During the summer of 1942, when the German advance approached his family's home in Alexeyevka, Nadezhda and the couple's two children became refugees and eventually made their way to Buy, Kostroma Oblast, where her parents lived. In the fall of 1942, the formation of new airborne corps was begun in Moscow Oblast. Arapov became the chief of staff of the 8th Airborne Corps, but on 8 December the corps was converted into the 3rd Guards Airborne Division, and he became chief of staff of the division. On 25 December Arapov was promoted to lieutenant colonel. In February 1943, after completing its training, the division was transferred to the Northwestern Front to fight in the Battle of Demyansk, an attempt to destroy a German salient. From 25 February to 12 March the division attacked heavily fortified German positions, but was unsuccessful due to weak artillery support. After losing two-thirds of its personnel, the division was withdrawn to the rear for reinforcement. However, the situation in the Kursk Bulge necessitated the speedy dispatch of the division there, and while still rebuilding it was transferred to the 53rd Army of the Steppe Front in April and May.

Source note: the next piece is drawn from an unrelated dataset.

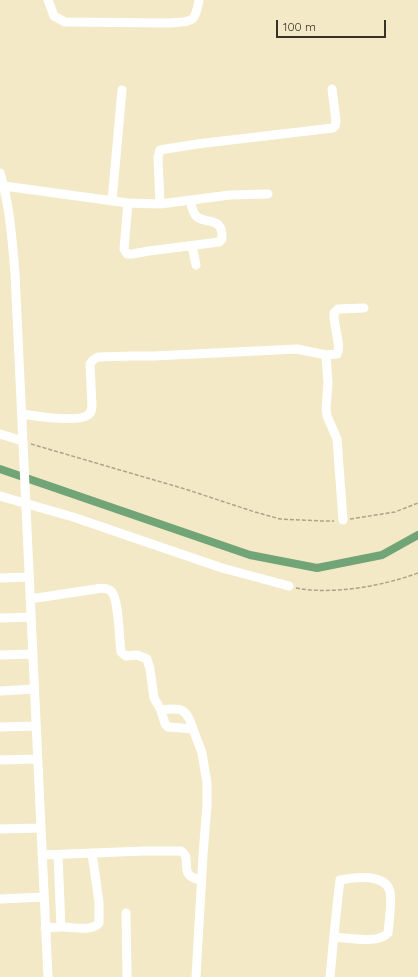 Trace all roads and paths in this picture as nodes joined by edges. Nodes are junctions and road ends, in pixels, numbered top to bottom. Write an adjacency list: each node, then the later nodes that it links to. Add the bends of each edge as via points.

As the chief of staff of the 3rd Guards Airborne Division, Arapov fought in the Battle of Kursk and the subsequent pursuit from Maloarkhangelsk to the Desna River. On 14 September 1943, Arapov and 8th Guards Airborne Regiment commander Oleg Kokushkin were killed during a German air raid when a bomb scored a direct hit on the regiment's command post near Haivoron. He was posthumously awarded the Hero of the Soviet Union on 27 October 1943 and promoted to colonel.

A school in Verkh-Neyvinsky is named after Arapov.